■ WORK ORDER
Everything in the records should be repeated exactly, down to the last character.

■ ENTRIES PROVIDED

■ ■ ■ ■

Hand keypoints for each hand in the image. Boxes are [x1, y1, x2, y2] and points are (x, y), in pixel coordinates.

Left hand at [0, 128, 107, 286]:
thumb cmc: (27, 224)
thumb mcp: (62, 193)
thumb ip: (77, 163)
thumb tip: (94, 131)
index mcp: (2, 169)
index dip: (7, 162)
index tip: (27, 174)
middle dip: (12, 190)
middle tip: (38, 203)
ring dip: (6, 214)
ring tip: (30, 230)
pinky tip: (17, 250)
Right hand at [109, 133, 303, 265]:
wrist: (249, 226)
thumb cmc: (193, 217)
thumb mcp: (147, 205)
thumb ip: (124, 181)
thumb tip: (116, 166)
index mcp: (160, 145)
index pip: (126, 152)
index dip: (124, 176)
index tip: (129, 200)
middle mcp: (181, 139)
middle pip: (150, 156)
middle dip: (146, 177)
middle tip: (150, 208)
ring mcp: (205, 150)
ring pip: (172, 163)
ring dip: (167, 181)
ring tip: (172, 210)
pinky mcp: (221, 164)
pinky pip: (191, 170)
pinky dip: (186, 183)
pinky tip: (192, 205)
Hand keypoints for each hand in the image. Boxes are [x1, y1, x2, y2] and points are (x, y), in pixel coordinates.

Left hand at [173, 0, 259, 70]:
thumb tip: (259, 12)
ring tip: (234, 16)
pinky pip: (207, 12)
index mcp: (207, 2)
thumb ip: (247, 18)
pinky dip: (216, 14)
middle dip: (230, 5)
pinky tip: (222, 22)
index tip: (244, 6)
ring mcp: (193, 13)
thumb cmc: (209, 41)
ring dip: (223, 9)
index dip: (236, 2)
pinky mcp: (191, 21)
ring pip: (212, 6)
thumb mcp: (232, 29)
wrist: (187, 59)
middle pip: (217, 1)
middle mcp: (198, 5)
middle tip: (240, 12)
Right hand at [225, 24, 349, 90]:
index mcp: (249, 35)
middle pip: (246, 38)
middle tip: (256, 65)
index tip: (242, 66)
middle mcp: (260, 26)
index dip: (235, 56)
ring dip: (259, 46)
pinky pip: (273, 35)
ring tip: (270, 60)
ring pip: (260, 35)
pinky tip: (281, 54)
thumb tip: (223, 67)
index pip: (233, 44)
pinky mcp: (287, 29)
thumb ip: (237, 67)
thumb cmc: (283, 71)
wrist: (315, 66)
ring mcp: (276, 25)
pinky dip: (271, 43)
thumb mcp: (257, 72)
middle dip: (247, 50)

■ ■ ■ ■

■ SOLUTION FOR THIS PROBLEM
Hand keypoints for each hand in the image. Boxes are [x1, y1, x2, y2] and points are (x, y), in pixel coordinates.

Left hand at [0, 128, 107, 286]:
thumb cmc: (27, 224)
thumb mcp: (62, 193)
thumb ip: (77, 163)
thumb tip: (94, 131)
index mcp: (2, 169)
index dip: (7, 162)
index tip: (27, 174)
middle dip: (12, 190)
middle tip: (38, 203)
ring dip: (6, 214)
ring tip: (30, 230)
pinky tip: (17, 250)
Right hand at [109, 133, 303, 265]:
wrist: (249, 226)
thumb cmc: (193, 217)
thumb mcp: (147, 205)
thumb ip: (124, 181)
thumb tip: (116, 166)
index mcp: (160, 145)
index pip: (126, 152)
index dip: (124, 176)
index tip: (129, 200)
middle mcp: (181, 139)
middle pip: (150, 156)
middle dip: (146, 177)
middle tip: (150, 208)
ring mcp: (205, 150)
ring pip: (172, 163)
ring dip: (167, 181)
ring tip: (172, 210)
pinky mcp: (221, 164)
pinky pip: (191, 170)
pinky dip: (186, 183)
pinky tip: (192, 205)
Hand keypoints for each hand in the image. Boxes are [x1, y1, x2, y2] and points are (x, y), in pixel coordinates.

Left hand at [173, 0, 259, 70]:
thumb tip: (259, 12)
ring tip: (234, 16)
pinky pip: (207, 12)
index mcp: (207, 2)
thumb ip: (247, 18)
pinky dip: (216, 14)
middle dip: (230, 5)
pinky tip: (222, 22)
index tip: (244, 6)
ring mcp: (193, 13)
thumb cmc: (209, 41)
ring dip: (223, 9)
index dip: (236, 2)
pinky mcp: (191, 21)
ring pip: (212, 6)
thumb mcp: (232, 29)
wrist: (187, 59)
middle pip: (217, 1)
middle mcp: (198, 5)
middle tip: (240, 12)
Right hand at [225, 24, 349, 90]:
index mcp: (249, 35)
middle pip: (246, 38)
middle tip: (256, 65)
index tip: (242, 66)
middle mcp: (260, 26)
index dip: (235, 56)
ring dip: (259, 46)
pinky pip: (273, 35)
ring tip: (270, 60)
ring pip: (260, 35)
pinky tip: (281, 54)
thumb tip: (223, 67)
index pip: (233, 44)
pinky mcp: (287, 29)
thumb ip: (237, 67)
thumb cmc: (283, 71)
wrist: (315, 66)
ring mcp: (276, 25)
pinky dip: (271, 43)
thumb mcp: (257, 72)
middle dip: (247, 50)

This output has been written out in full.